Design Motivation: Different vision tasks have disparate demands for global vs. local information, and flexible switching maximizes efficiency. Eliminating position embeddings (as scanning inherently implies positional information) avoids common aliasing problems.

Loss & Training¶

Varies with tasks: cross-entropy for classification, diffusion loss for DiT, and standard SD loss for T2I.

Key Experimental Results¶

Main Results: ImageNet Classification¶

Model	Type	Params (M)	MACs (G)	Top-1 Acc
GSPN-T	Line scan	30	5.3	83.0
VMamba-T	Raster	22	5.6	82.2
Swin-T	Transformer	29	4.5	81.3
ConvNeXT-T	ConvNet	29	4.5	82.1
LocalVMamba-T	Raster	26	5.7	82.7

Ablation Study: Inference Speed Comparison (SD-XL 16K Generation)¶

Attention Type	16K Inference Time	Acceleration Ratio
Softmax Attention	Extremely slow	1×
GSPN (Local)	Extremely fast	84×
GSPN (Global)	Fast	Medium

Key Findings¶

GSPN-T (83.0%) outperforms all Mamba/Transformer/ConvNet models of similar size on ImageNet classification.
In DiT class-conditional generation, GSPN outperforms SOTA Diffusion Transformers using only 65.6% of the parameters.
Replacing self-attention in SD-XL achieves an 84x speedup in 16K image generation while maintaining original performance.
The theoretical guarantees of the stability-context condition are validated experimentally—demonstrating effective modeling of long-range dependencies.

Highlights & Insights¶

Mathematical Elegance: Solves both stability and long-range dependency simultaneously through properties of row-stochastic matrices, supported by clear theoretical guarantees.
High Practical Appeal: The 84x speedup makes ultra-high-resolution generation feasible.
No Need for Position Embeddings: Scanning order implicitly encodes position information, avoiding extrapolation and aliasing issues.
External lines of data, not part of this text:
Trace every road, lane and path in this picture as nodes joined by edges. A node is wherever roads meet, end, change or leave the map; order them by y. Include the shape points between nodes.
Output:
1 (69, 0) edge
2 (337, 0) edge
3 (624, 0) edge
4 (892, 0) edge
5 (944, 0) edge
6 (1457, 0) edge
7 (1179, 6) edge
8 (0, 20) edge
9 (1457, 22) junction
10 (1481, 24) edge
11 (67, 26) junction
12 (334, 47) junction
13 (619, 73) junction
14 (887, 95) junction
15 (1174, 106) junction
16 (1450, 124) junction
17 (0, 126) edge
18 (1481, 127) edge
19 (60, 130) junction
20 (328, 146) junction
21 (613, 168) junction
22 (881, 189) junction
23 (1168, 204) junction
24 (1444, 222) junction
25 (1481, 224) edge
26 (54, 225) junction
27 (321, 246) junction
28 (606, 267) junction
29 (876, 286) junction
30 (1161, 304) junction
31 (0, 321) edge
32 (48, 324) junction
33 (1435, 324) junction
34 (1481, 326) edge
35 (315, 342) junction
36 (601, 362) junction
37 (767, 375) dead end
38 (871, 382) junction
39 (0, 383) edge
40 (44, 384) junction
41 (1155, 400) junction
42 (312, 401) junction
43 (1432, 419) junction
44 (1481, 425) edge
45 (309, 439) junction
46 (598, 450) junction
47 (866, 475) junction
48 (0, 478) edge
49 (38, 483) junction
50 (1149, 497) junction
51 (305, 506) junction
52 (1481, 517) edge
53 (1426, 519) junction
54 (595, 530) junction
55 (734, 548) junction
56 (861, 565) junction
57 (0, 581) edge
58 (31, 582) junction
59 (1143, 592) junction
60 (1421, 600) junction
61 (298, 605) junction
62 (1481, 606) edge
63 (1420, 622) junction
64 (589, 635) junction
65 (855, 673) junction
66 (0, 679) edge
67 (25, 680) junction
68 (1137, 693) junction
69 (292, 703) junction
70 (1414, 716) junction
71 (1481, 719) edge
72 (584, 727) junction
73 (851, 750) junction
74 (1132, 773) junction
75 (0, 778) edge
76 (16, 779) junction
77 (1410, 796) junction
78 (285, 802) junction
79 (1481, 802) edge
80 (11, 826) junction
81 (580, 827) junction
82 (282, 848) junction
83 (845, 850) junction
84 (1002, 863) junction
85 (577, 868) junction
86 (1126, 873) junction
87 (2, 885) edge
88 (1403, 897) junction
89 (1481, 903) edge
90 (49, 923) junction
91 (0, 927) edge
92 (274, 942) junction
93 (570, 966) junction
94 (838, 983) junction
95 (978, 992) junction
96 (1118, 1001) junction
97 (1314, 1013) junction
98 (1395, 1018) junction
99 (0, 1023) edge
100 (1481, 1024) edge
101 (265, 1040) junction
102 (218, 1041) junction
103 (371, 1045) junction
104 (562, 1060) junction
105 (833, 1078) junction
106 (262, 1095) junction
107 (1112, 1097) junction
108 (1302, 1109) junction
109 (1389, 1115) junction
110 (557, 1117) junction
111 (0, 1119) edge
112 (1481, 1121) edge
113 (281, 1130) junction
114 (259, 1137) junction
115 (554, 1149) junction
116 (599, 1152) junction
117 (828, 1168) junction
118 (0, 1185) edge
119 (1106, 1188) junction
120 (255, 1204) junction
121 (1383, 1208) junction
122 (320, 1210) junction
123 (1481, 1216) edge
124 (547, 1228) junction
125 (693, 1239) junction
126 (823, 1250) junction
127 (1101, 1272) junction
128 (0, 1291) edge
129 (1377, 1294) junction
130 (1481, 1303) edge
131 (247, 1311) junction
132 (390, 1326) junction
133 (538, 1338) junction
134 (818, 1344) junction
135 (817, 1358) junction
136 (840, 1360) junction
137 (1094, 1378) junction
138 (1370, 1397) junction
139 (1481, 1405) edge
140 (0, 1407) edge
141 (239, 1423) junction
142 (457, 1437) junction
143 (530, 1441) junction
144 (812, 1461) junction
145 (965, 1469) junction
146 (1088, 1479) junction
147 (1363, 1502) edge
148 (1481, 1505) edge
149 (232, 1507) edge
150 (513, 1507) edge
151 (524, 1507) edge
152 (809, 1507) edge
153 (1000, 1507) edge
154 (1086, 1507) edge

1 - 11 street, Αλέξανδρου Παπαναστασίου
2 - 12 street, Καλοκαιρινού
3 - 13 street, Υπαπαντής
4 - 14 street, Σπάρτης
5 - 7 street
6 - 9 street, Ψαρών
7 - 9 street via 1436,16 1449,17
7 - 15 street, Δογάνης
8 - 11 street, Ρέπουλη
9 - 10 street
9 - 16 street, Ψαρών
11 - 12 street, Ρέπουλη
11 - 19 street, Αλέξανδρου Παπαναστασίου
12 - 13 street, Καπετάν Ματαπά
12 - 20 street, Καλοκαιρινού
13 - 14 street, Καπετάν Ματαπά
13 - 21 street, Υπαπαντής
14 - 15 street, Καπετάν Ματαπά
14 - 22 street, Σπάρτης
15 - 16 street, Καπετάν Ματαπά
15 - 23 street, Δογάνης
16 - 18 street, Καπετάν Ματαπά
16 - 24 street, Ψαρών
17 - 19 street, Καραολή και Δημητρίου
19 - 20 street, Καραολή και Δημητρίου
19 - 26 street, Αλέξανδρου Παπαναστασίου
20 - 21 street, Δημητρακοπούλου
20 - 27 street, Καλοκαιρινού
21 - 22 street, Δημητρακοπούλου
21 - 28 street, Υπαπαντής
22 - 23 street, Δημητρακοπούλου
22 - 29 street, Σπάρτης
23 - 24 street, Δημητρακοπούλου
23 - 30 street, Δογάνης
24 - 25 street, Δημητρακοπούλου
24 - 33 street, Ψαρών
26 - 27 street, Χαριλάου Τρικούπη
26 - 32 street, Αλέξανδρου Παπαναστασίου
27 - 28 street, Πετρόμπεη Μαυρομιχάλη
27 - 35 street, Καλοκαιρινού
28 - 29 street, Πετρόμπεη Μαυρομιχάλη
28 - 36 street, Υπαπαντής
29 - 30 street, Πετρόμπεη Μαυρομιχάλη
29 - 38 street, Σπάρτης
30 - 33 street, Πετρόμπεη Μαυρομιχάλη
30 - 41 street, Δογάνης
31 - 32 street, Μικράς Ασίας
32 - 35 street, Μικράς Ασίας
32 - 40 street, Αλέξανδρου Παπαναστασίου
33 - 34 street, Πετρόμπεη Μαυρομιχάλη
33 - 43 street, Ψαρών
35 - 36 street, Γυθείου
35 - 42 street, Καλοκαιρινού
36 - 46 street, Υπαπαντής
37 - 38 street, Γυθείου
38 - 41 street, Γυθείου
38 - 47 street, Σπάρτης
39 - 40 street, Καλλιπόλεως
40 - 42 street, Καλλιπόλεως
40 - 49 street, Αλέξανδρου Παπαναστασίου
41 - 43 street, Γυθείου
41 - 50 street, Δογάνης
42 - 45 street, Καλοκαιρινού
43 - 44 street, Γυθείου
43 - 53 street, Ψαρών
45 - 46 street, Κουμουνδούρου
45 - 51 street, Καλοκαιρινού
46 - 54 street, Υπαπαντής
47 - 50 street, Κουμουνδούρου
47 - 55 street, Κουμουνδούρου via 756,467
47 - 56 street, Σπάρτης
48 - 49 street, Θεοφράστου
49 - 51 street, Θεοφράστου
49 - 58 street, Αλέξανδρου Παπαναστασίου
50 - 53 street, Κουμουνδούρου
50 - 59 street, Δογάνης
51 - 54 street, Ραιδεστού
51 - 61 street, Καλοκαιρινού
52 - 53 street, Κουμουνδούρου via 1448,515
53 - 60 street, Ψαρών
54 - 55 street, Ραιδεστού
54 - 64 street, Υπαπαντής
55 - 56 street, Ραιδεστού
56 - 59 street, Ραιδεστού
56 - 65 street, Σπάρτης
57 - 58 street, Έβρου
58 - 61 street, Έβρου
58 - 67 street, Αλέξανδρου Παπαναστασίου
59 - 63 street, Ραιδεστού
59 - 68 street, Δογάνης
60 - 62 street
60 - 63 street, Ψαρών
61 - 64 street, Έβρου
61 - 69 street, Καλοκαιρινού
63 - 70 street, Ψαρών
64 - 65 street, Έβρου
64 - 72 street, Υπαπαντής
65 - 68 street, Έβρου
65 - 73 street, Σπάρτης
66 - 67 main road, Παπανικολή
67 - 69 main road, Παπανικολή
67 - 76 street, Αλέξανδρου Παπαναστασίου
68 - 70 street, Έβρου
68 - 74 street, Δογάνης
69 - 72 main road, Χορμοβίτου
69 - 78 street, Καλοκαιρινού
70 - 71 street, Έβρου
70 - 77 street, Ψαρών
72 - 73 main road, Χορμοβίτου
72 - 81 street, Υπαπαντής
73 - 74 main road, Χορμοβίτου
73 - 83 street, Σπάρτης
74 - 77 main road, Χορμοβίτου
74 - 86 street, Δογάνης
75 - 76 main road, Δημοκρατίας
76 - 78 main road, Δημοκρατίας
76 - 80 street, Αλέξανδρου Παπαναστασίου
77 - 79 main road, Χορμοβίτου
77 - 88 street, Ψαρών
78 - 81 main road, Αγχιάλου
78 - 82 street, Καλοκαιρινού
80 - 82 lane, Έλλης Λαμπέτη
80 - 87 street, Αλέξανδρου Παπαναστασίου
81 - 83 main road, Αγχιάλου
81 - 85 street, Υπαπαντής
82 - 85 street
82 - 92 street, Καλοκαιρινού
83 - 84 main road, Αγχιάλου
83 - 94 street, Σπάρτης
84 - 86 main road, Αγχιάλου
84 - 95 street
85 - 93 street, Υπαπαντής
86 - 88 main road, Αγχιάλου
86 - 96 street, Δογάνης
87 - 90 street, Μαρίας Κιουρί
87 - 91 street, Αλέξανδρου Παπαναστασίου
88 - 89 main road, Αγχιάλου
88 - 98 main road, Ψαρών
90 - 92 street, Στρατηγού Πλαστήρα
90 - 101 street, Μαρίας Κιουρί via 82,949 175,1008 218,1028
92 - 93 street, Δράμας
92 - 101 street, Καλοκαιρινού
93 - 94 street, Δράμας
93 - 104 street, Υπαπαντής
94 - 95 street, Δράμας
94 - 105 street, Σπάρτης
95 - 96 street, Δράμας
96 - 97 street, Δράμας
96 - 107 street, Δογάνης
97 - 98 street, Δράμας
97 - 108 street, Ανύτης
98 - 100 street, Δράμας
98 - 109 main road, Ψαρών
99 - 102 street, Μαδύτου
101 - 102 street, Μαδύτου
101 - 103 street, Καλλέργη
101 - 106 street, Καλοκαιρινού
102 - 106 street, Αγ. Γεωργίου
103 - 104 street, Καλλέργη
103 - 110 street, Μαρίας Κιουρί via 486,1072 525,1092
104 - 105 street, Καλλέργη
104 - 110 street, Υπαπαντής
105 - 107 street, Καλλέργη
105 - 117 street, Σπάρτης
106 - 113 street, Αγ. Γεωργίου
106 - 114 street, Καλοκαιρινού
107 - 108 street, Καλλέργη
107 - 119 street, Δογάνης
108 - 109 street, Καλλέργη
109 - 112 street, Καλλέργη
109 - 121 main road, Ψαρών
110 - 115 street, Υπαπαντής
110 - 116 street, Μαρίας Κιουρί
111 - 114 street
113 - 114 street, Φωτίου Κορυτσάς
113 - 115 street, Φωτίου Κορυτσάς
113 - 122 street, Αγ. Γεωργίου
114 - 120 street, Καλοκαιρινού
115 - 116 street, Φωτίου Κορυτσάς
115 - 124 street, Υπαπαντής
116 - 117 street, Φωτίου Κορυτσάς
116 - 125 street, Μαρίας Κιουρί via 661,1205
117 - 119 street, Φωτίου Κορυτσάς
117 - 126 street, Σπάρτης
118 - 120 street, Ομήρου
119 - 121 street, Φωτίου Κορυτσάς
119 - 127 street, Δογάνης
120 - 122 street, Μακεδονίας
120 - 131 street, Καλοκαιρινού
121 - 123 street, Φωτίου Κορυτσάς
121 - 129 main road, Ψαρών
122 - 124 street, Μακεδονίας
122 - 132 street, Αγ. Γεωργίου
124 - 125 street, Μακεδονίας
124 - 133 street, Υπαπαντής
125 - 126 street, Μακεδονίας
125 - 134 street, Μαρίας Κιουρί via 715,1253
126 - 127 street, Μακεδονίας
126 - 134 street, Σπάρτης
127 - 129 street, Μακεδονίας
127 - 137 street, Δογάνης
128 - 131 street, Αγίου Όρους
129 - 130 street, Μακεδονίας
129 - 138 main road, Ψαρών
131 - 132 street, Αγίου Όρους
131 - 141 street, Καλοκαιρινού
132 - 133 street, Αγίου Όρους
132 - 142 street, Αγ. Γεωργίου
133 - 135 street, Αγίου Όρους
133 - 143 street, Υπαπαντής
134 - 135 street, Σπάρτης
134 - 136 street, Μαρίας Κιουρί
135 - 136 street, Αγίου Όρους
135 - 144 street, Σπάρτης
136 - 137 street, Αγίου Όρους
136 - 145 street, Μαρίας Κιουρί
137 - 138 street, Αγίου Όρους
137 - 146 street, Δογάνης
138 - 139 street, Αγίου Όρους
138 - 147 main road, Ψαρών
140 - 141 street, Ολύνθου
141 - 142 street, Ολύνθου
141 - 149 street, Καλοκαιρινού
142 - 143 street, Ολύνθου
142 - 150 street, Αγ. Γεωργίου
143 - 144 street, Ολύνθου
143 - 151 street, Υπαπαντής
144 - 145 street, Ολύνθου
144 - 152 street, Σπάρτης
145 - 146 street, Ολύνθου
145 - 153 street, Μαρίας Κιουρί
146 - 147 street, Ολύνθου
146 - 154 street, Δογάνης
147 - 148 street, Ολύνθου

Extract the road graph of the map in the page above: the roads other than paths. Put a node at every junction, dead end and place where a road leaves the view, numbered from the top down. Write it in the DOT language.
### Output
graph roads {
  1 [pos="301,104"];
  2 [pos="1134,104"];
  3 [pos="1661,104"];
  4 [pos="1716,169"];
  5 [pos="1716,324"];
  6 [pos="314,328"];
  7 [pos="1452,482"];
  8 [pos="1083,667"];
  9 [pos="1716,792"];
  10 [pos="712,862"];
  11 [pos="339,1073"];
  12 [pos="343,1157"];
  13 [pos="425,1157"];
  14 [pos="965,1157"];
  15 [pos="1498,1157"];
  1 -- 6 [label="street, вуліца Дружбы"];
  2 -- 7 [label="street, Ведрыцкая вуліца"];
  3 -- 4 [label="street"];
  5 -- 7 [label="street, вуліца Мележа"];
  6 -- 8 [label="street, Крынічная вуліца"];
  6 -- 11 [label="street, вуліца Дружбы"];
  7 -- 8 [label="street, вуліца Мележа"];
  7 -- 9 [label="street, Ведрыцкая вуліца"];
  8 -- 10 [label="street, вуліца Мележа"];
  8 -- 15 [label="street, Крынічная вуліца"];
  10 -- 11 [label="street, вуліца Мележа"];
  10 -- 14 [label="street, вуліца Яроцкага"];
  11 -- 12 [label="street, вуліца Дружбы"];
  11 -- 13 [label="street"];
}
Limitations & Future Work¶

The computational overhead introduced by the 4-direction scanning is a constant factor but non-negligible.
The sparsity of tridiagonal connections might be suboptimal for certain tasks that require exact global correspondences.
Currently validated mainly on 2D images; extending this to 3D (e.g., video) and multi-modal settings remains to be explored.
Future work can explore adaptive numbers of directions and connection schemes.

Connection to SPN: GSPN promotes a single-layer, module-level SPN to a stackable backbone architecture and solves the issue of long-range propagation.
Comparison with Mamba: GSPN natively preserves 2D structures instead of flattening them into 1D.
An effective sequence length of \(\sqrt{N}\) may inspire other efficient architecture designs aimed at processing 2D data.

Rating¶

⭐⭐⭐⭐ — A novel attention mechanism featuring theoretical elegance and thorough experimental evaluation. The mathematical derivation of the stability-context condition is convincing, and the 84x speedup provides immense practical value. It exhibits competitive performance across three distinct tasks: classification, conditional generation, and T2I generation.